Wednesday, June 20, 2012

Hard "Baked" Eggs

I am a big egg salad sandwich fan. Loves 'em! But all the egg sandwiches in my past do not compare to the deliciousness of a egg sandwich made from baked eggs. The egg ends up being so creamy and flavorful and so SO  good!

Hard "baked" Egg Sandwich

Place eggs in a muffin pan... using as many eggs as you desire.
place in preheated 300 degree oven 
bake for 23-30 mins

LET COOL

make your egg sandwich as you normally would
( I use only mayo, salt and pepper. I am a simple girl and mustard is just not for me.)

I served this as a wrap using a whole wheat tortilla shell and it was so good!


Monday, June 18, 2012

Homemade Cream Style Corn

SO GOOD! Looks pretty... forgot to take a photo so you will just have to trust me on this.

Homemade Cream Style Corn

20 ounces of cooked, and  fresh cut off the cob corn

1/2 package of cream cheese

1/2 cup of milk


Place corn in pot along with milk and cook until softened, do not bring to boil!

This will take about 10 mins

Add softened cream cheese

mix until creamy

then serve.

But try not to get big headed listening to all the cheers and "mmm, ahhh" "wow this is so good!" 
 from your almost 3 year old who LOVES what you just made him. 

and enjoy.






Bacon, Egg and Cheese Muffins



These things...super easy to make, I kid you not!

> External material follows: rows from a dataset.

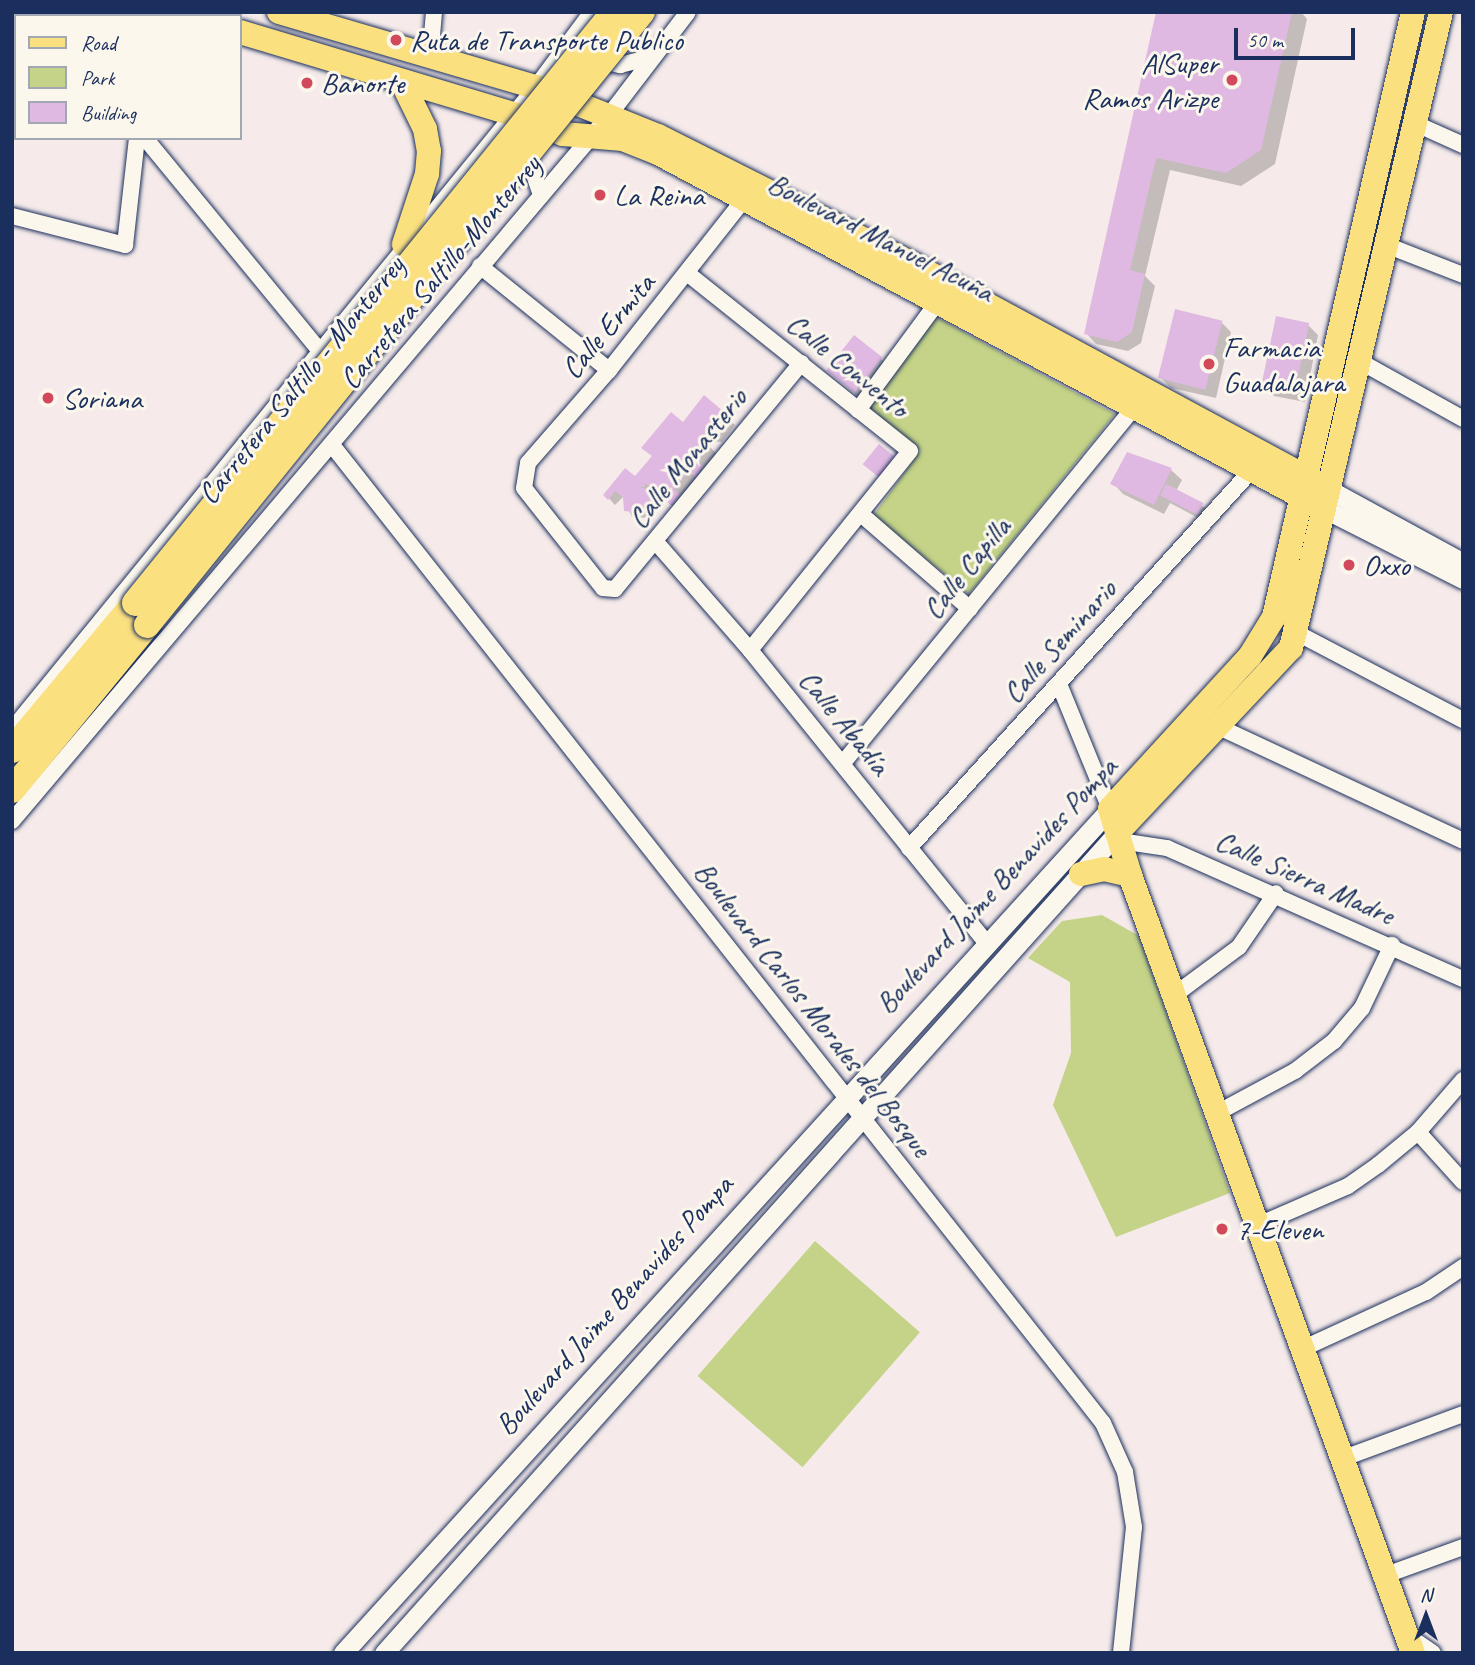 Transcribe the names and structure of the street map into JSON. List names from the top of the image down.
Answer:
{
  "streets": {
    "highway": ["Carretera Saltillo - Monterrey"],
    "main road": ["Boulevard Manuel Acuña", "Boulevard Jaime Benavides Pompa"],
    "street": [
      "Carretera Saltillo-Monterrey",
      "Calle Ermita",
      "Calle Convento",
      "Calle Monasterio",
      "Calle Capilla",
      "Calle Seminario",
      "Calle Abadía",
      "Calle Sierra Madre",
      "Boulevard Carlos Morales del Bosque"
    ]
  },
  "crossings": [
    ["Boulevard Manuel Acuña", "Carretera Saltillo-Monterrey"],
    ["Boulevard Manuel Acuña", "Calle Ermita"],
    ["Boulevard Manuel Acuña", "Calle Capilla"],
    ["Boulevard Manuel Acuña", "Calle Seminario"],
    ["Boulevard Manuel Acuña", "Boulevard Jaime Benavides Pompa"],
    ["Carretera Saltillo-Monterrey", "Boulevard Carlos Morales del Bosque"],
    ["Calle Ermita", "Calle Convento"],
    ["Calle Ermita", "Calle Monasterio"],
    ["Calle Convento", "Calle Monasterio"],
    ["Calle Monasterio", "Calle Abadía"],
    ["Calle Capilla", "Calle Abadía"],
    ["Calle Seminario", "Calle Abadía"],
    ["Calle Abadía", "Boulevard Jaime Benavides Pompa"],
    ["Calle Sierra Madre", "Boulevard Jaime Benavides Pompa"],
    ["Boulevard Jaime Benavides Pompa", "Boulevard Carlos Morales del Bosque"]
  ],
  "places": [
    "Ruta de Transporte Publico",
    "AlSuper Ramos Arizpe",
    "Banorte",
    "La Reina",
    "Farmacia Guadalajara",
    "Soriana",
    "Oxxo",
    "7-Eleven"
  ],
  "legend": ["Road", "Park", "Building"],
  "scale_bar": "50 m",
  "north": "top"
} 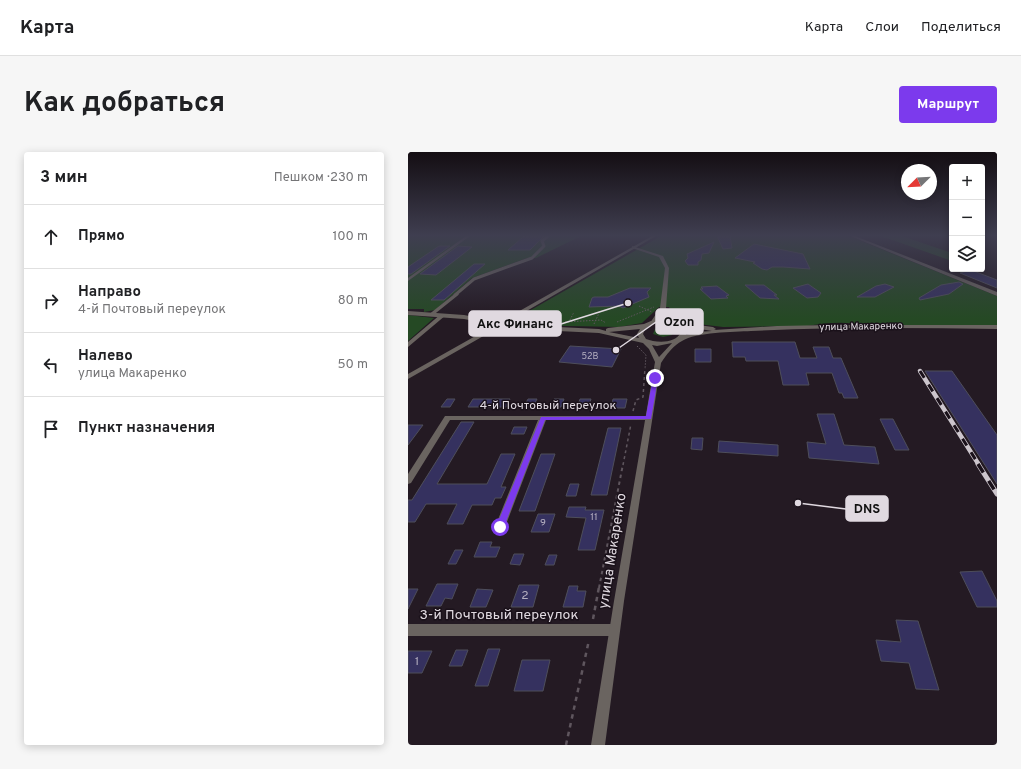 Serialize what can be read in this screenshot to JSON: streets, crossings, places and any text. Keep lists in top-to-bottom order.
{
  "streets": {
    "street": ["улица Макаренко", "4-й Почтовый переулок", "3-й Почтовый переулок"]
  },
  "crossings": [
    ["улица Макаренко", "4-й Почтовый переулок"],
    ["улица Макаренко", "3-й Почтовый переулок"]
  ],
  "places": ["Акс Финанс", "Ozon", "DNS"],
  "house_numbers": [
    "52В",
    "11",
    "9",
    "2",
    "1"
  ],
  "north": "bottom left",
  "page": {
    "header": "Карта",
    "nav": ["Карта", "Слои", "Поделиться"],
    "title": "Как добраться",
    "buttons": "Маршрут",
    "heading": ["3 мин", "Пешком · 230 m"],
    "map_buttons": ["+", "−"],
    "list": [
      ["Прямо", "100 m"],
      ["Направо", "4-й Почтовый переулок", "80 m"],
      ["Налево", "улица Макаренко", "50 m"],
      "Пункт назначения"
    ]
  }
} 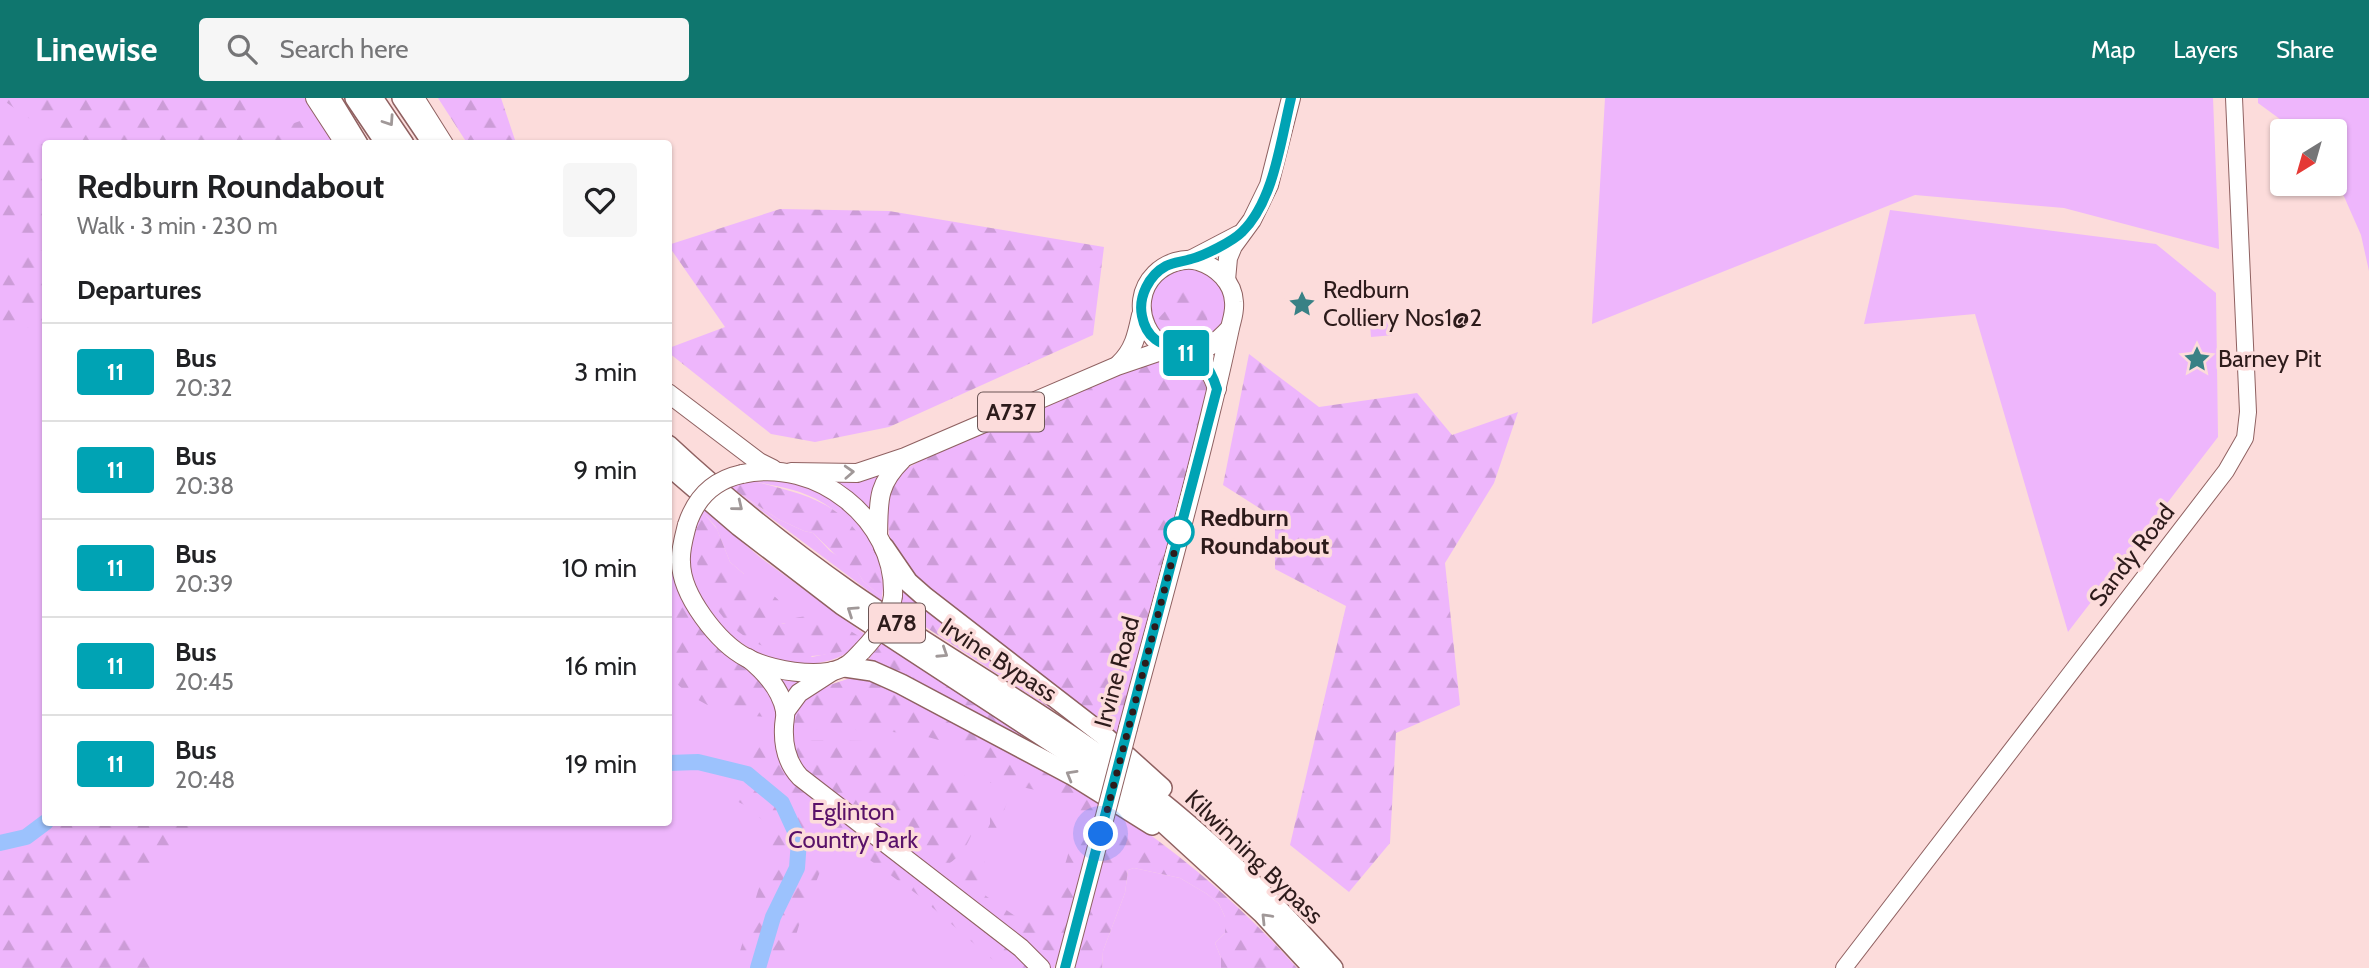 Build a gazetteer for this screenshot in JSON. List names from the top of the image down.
{
  "streets": {
    "highway": ["A78", "Irvine Bypass", "Kilwinning Bypass"],
    "main road": ["A737", "Sandy Road", "Irvine Road"]
  },
  "crossings": [
    ["A737", "Irvine Road"],
    ["Irvine Bypass", "Kilwinning Bypass"]
  ],
  "parks": ["Eglinton Country Park"],
  "places": {
    "place": ["Redburn Colliery Nos1@2", "Barney Pit"],
    "other": ["Redburn Roundabout"]
  },
  "lines": ["bus line 11"],
  "north": "bottom left",
  "page": {
    "header": "Linewise",
    "search": "Search here",
    "nav": ["Map", "Layers", "Share"],
    "on_map": "11",
    "heading": [
      ["Redburn Roundabout", "Walk · 3 min · 230 m"],
      "Departures"
    ],
    "list": [
      {
        "mark": "11",
        "name": "Bus",
        "note": "20:32",
        "value": "3 min"
      },
      {
        "mark": "11",
        "name": "Bus",
        "note": "20:38",
        "value": "9 min"
      },
      {
        "mark": "11",
        "name": "Bus",
        "note": "20:39",
        "value": "10 min"
      },
      {
        "mark": "11",
        "name": "Bus",
        "note": "20:45",
        "value": "16 min"
      },
      {
        "mark": "11",
        "name": "Bus",
        "note": "20:48",
        "value": "19 min"
      }
    ]
  }
} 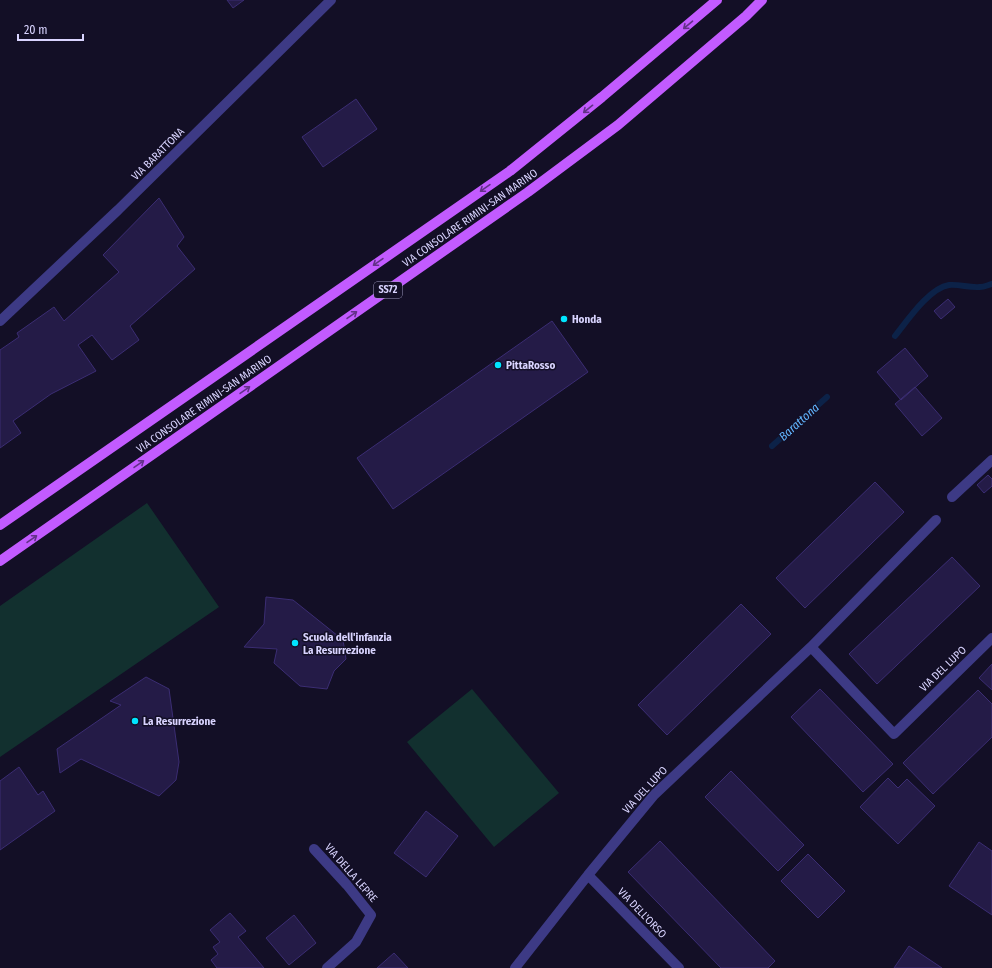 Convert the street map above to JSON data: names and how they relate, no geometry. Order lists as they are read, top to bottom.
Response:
{
  "streets": {
    "main road": ["VIA CONSOLARE RIMINI-SAN MARINO", "SS72"],
    "street": [
      "VIA BARATTONA",
      "VIA DEL LUPO",
      "VIA DELLA LEPRE",
      "VIA DELL'ORSO"
    ]
  },
  "crossings": [
    ["VIA DEL LUPO", "VIA DELL'ORSO"]
  ],
  "water": ["Barattona"],
  "places": [
    "Honda",
    "PittaRosso",
    "Scuola dell'infanzia La Resurrezione",
    "La Resurrezione"
  ],
  "scale_bar": "20 m"
}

I love them, my almost 3 year old loves them, and they are a requested favorite by the Hubs.

So how do you make them? Well I am gonna tell ya, so take notes cause you will defiantly want to try these!

Oh and did I tell you how super easy and crazy cheap they are??! oh.. I hadn't mentioned that? well, they are!

Bacon, Egg and Cheese Muffins

Makes 10


4 eggs scrambled (in the pan, Not with milk! I have tried both ways and making a scrambled egg mixture, like one normally would, to make scrambled eggs made the insides of these take too long to cook, so just spray your pan, add the eggs and scramble up baby)

Deli Sandwich Cheese ( any kind your heart desires, each slice cut into 4 pieces)

Bacon ( COOKED! and chopped. I used thick cut, but have also used sausage- which in this I prefer more but the Hubs liked the bacon ones more...)

Grands Biscuits ( any flavor- butter, buttermilk, home style)

Ok so, now here comes the fun part... once eggs and Bacon or meat of choice is cooked and ready to devour you take a biscuit, flatten it, place a spoonful of egg in the center, top with cheese, then add the sausage or bacon, Enough to only cover egg and stays in center, you don't want these things TOO full.
Next you fold and pinch....hmm hard to explain... you gather up with sides and bring them together and pinch shut... make sense?? 

place pinched side down into a muffin pan ( sprayed of course)

cook at 350 until golden brown. 

When you think they are done just take one out, flip over check inside through the pinched side to see if the biscuits are done ( those grands biscuits... so tricky they are!)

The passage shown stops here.